My dissertation, which I successfully defended in December 2025, is titled Der Ausdruck eines Inhaltes zur Einsicht: On the Semiotics of Frege's Begriffsschrift. Its burden is to uncover, articulate, and explain the significance of a certain philosophically deep rationale for Frege's having designed his logico-mathematical writing system to be a two-dimensional, diagrammatic one. This particular rationale is as under-appreciated in Frege scholarship as it is consequential beyond the bounds of it.
Beyond this and other related aspects of Frege's thought, I have serious research interests in Kant's philosophy of mathematics, semiotics, and account of reason, and in exploring their various reciprocal influences. What is it for concepts to be "made sensible," and why would it be that they need to be such? What does it say about thinking that Kant explains it in terms of speaking? What does our capacity for intuition contribute to reason's publicity and self-development?
Characterized most broadly, my research is oriented toward understanding how human practices, institutions, and folkways are, and ought to be, developed in light of the nature and features of our embodied, intelligent receptivity and sociality. Thus, I also like to think about the political economics, ethics, and aesthetics of material culture and technology, especially about how they can influence not only our capacity for understanding but also for freedom, love, care, conviviality, grace, suffering, and appreciation of beauty.

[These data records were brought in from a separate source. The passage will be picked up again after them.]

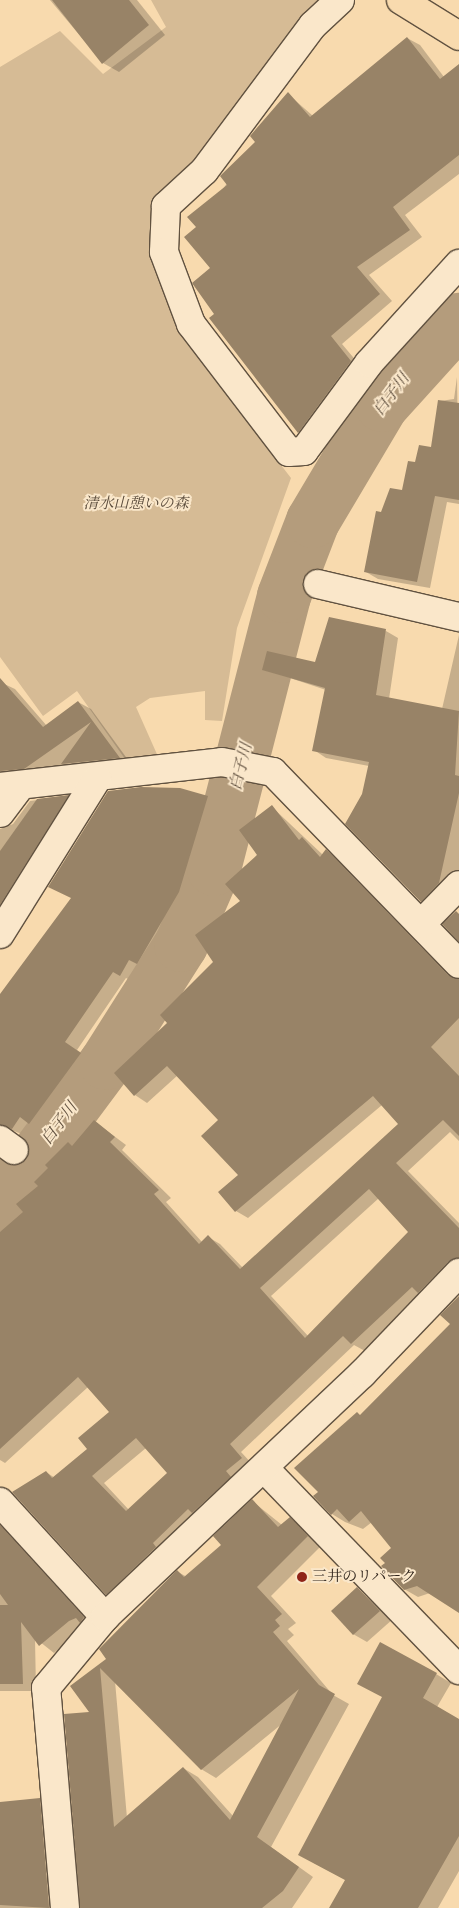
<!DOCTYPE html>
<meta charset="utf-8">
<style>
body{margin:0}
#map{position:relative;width:459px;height:1908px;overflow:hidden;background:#f8daae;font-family:"IM FELL English","Noto Serif JP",serif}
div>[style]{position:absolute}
.green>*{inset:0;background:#d6bb95}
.shadow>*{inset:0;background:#0003}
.river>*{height:54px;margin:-27px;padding:0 27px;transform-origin:27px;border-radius:27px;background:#b49c7c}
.building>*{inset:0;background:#988367}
.roads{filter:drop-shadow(1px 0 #615240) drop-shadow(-1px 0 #615240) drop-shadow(0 1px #615240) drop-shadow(0 -1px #615240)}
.minor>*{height:28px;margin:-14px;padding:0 14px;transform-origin:14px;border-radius:14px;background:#fae7ca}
.major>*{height:28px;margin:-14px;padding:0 14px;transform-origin:14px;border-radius:14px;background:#f8daae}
.dots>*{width:14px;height:14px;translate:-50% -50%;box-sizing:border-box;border:2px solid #fae7ca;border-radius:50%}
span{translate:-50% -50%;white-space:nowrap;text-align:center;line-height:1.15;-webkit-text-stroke:4px #fae7ca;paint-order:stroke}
.park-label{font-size:15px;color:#594a3a;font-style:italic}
.poi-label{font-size:15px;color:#2f241b}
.left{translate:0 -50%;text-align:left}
.water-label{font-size:16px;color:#5e4e3d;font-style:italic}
</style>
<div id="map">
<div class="green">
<i style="clip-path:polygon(151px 0,324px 0,195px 167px,152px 260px,182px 337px,291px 478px,237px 628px,222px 721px,205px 720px,205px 691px,150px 698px,136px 707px,160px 761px,130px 766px,77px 691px,43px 716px,0 657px,0 67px,60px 31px,103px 74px,166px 27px)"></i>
</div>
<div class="shadow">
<i style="clip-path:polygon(50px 0,137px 0,165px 35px,119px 72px,103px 63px)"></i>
<i style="clip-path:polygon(407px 38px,420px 45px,444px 77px,459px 66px,459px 174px,405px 215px,422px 237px,369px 275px,392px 301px,342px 344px,363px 369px,311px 439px,299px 432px,210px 318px,216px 314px,211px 268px,197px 227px,288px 94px,313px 116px)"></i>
<i style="clip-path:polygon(457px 377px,459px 504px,447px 502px,430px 588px,378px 579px,366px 572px,382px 514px,403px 492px,416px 464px,432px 448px,440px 401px,454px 399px)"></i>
<i style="clip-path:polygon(386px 631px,398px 638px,389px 699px,442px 709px,459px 635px,459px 885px,434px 908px,421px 901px,364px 795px,369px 766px,326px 758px,314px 750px,326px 690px,263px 669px,316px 663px)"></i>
<i style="clip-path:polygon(0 682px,15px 689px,47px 726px,78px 702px,91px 709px,131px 764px,0 786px)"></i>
<i style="clip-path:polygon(180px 790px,220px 805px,216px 829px,183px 915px,149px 970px,142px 966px,132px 981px,126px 978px,77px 1050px,93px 1061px,42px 1130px,32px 1124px,24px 1135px,14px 1131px,0 1137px,0 997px)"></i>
<i style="clip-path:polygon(68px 796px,80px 803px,0 931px,0 829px,13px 824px,30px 801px)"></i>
<i style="clip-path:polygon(evenodd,272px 807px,323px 855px,326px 850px,338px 858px,459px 979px,459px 1141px,450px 1132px,408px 1171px,459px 1223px,459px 1260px,365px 1351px,354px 1345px,241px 1452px,254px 1466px,119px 1601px,107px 1594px,46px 1472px,55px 1478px,89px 1449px,111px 1412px,88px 1387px,5px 1463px,0 1460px,0 1234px,25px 1212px,39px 1186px,94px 1121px,126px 1145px,122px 1150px,171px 1198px,166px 1202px,202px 1242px,208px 1237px,220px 1244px,243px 1268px,399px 1124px,382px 1105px,248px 1218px,236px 1211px,239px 1176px,219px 1120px,178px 1075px,147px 1103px,135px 1095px,169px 1023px,215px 962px,242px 902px,272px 807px,379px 1198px,410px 1233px,309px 1337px,271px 1296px,379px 1198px,272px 807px,146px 1448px,168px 1473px,129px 1510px,104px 1483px,146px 1448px)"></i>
<i style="clip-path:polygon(0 1157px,5px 1162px,0 1171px)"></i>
<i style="clip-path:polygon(459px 1297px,459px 1612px,430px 1593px,418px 1597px,404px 1589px,386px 1563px,393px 1548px,372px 1522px,363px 1529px,345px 1522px,332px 1514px,320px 1492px,370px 1407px,452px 1324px)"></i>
<i style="clip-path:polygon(evenodd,252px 1501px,282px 1525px,290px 1519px,305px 1527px,322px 1545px,271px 1596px,296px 1623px,288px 1629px,294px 1635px,287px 1641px,333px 1695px,349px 1704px,271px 1847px,313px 1877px,292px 1908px,83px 1908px,92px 1713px,72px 1687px,108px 1659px,178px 1572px,187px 1577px,223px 1545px,252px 1501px,115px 1681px,201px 1769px,216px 1778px,283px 1723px,233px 1816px,198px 1777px,183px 1768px,127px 1818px,115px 1681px)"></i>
<i style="clip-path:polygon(0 1520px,97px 1626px,83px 1628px,54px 1653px,35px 1638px,36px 1691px,0 1691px)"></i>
<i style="clip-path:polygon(357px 1589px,393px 1619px,367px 1642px,353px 1634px)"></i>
<i style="clip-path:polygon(436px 1674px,451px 1683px,437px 1707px,459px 1720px,459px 1871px,438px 1908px,331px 1908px,346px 1880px,314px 1863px)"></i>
<i style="clip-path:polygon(40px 1799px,49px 1805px,58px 1908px,0 1908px,0 1804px)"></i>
</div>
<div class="river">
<i style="left:0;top:1205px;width:177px;rotate:-53.3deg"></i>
<i style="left:106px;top:1063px;width:140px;rotate:-57.6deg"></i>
<i style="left:181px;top:945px;width:83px;rotate:-66.5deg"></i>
<i style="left:214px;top:869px;width:282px;rotate:-75.6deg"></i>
<i style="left:284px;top:596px;width:80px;rotate:-68.9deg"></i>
<i style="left:313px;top:521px;width:135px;rotate:-59.3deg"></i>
<i style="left:382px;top:405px;width:115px;rotate:-47.8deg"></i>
</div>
<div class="building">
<i style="clip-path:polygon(52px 0,129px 0,149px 25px,102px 64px)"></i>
<i style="clip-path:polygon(407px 37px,440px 79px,459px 64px,459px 155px,393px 207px,410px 230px,357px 267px,380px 294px,331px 336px,351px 361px,298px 433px,209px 318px,214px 314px,192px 283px,210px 268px,184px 237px,196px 227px,187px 217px,227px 185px,220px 176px,255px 142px,250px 136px,288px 92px,310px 117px)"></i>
<i style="clip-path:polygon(438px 400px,459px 403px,459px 500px,435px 496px,417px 582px,364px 572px,376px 511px,381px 512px,390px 488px,402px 490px,408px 461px,415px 462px,419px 445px,431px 447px)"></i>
<i style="clip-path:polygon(329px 617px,386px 629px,376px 695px,459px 711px,455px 775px,459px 776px,459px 793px,439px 883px,421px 902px,345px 824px,362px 794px,369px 762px,312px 751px,325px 688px,262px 670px,267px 651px,315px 662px)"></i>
<i style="clip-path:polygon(0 678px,43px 727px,78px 701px,120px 758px,61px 764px,91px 722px,24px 769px,0 771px)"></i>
<i style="clip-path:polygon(141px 787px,180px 788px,208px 796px,179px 892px,137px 964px,129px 960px,120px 976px,113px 972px,65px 1042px,81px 1053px,29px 1124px,20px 1117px,12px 1129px,0 1125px,0 994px,71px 898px,48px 887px,108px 791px)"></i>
<i style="clip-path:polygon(69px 795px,0 905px,0 851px,37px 799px)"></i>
<i style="clip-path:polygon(evenodd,272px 805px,299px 840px,302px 837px,320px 857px,326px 849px,448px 975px,459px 979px,459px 1018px,431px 1047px,459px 1076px,459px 1136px,443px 1120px,396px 1163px,459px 1228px,459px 1258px,448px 1262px,418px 1293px,412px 1287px,351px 1344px,343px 1336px,230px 1444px,242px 1458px,226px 1471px,231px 1477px,192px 1513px,188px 1509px,153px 1543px,156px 1547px,106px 1595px,12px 1492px,46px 1471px,52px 1478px,87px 1449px,78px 1438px,109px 1412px,78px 1377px,0 1449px,0 1232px,23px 1212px,16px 1204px,38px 1186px,34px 1182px,48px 1168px,45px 1165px,68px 1142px,72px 1146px,94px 1120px,115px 1137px,110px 1142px,159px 1190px,154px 1194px,199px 1244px,208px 1235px,240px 1269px,398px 1124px,373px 1096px,235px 1212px,218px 1192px,238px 1175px,201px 1136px,218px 1120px,167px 1066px,134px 1096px,114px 1073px,167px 1023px,160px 1015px,213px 962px,195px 935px,240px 901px,225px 884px,257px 855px,239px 830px,272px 805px,369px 1189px,408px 1232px,305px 1338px,260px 1288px,369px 1189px,272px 805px,136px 1438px,167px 1473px,126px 1511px,92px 1476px,136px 1438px)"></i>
<i style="clip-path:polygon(456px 911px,459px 914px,459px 942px,442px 924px)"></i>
<i style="clip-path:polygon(459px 1296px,459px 1613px,417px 1586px,404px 1590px,381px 1566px,385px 1563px,380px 1558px,391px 1548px,361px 1511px,349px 1522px,337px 1509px,331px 1515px,313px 1496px,318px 1492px,294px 1468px,357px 1412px,360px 1415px,450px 1324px,440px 1315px)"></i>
<i style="clip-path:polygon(evenodd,252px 1499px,278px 1527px,290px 1517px,308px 1536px,257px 1587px,282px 1614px,275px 1620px,280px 1626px,273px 1632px,319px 1685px,335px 1694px,257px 1837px,299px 1867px,283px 1891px,262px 1908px,80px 1908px,64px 1714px,89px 1712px,70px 1686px,106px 1659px,99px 1649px,177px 1570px,184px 1577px,221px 1545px,213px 1536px,252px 1499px,100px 1668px,201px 1770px,299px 1689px,230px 1820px,183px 1767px,114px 1827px,100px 1668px)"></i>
<i style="clip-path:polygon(0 1525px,84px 1617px,80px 1623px,76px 1618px,69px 1621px,39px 1646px,21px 1622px,23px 1684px,0 1684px,0 1605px,8px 1605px,0 1594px)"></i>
<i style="clip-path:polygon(357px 1587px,380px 1611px,353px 1635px,331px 1611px)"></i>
<i style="clip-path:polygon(380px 1642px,437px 1673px,423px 1698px,459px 1719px,459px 1836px,418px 1908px,329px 1908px,345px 1880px,298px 1855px,382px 1697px,357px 1684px)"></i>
<i style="clip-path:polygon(40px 1798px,49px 1908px,0 1905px,0 1802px)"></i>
</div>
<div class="roads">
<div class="minor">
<i style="left:340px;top:0;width:37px;rotate:137deg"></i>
<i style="left:313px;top:25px;width:182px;rotate:126.7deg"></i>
<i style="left:204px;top:171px;width:52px;rotate:137.4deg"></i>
<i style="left:166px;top:206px;width:46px;rotate:92.5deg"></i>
<i style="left:164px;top:252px;width:77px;rotate:69.4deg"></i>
<i style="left:191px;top:324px;width:161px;rotate:52.6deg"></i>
<i style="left:289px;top:452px;width:15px;rotate:-4deg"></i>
<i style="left:304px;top:451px;width:109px;rotate:-53.5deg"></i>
<i style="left:369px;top:363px;width:134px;rotate:-47.7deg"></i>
<i style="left:318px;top:584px;width:145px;rotate:13.2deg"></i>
<i style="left:0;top:787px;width:223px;rotate:-6.4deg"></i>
<i style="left:222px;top:762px;width:52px;rotate:11.1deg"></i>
<i style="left:273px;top:772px;width:267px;rotate:45.9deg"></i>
<i style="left:0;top:813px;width:35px;rotate:-53deg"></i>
<i style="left:421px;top:924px;width:54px;rotate:-45.7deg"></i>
<i style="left:0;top:934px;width:183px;rotate:-58deg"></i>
<i style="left:0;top:1140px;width:17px;rotate:36deg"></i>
<i style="left:264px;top:1468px;width:281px;rotate:46deg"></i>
<i style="left:0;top:1502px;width:156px;rotate:47.6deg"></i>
<i style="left:65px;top:1908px;width:221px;rotate:-94.9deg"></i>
<i style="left:46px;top:1688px;width:92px;rotate:-50.3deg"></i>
<i style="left:105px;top:1617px;width:354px;rotate:-43.4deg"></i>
<i style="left:362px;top:1374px;width:140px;rotate:-46.2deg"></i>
</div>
<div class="major">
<i style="left:401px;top:0;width:68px;rotate:31.8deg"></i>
</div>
</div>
<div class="dots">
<i style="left:302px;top:1577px;background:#8f2418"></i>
</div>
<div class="park-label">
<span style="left:136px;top:504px">清水山憩いの森</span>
</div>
<div class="poi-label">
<span class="left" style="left:312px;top:1577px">三井のリパーク</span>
</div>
<div class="water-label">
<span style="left:392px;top:395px;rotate:-53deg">白子川</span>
<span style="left:242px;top:767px;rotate:-76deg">白子川</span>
<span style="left:60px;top:1124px;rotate:-53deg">白子川</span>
</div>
</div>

My teaching is focused on more difficult matters: giving students who have never encountered it before a taste for philosophy. I can teach courses in logic, critical thinking, philosophy of science, philosophy of technology, ethics, existentialism & phenomenology, the meaning of life, aesthetics & philosophy of art, and political theory, law, & society. I have recently developed courses on the nature, limits, and ethics of algorithms, metrics, and data. To any course I teach, I incorporate a historical approach, because I believe students should appreciate how so many of the concepts through which we understand ourselves and our world have a history.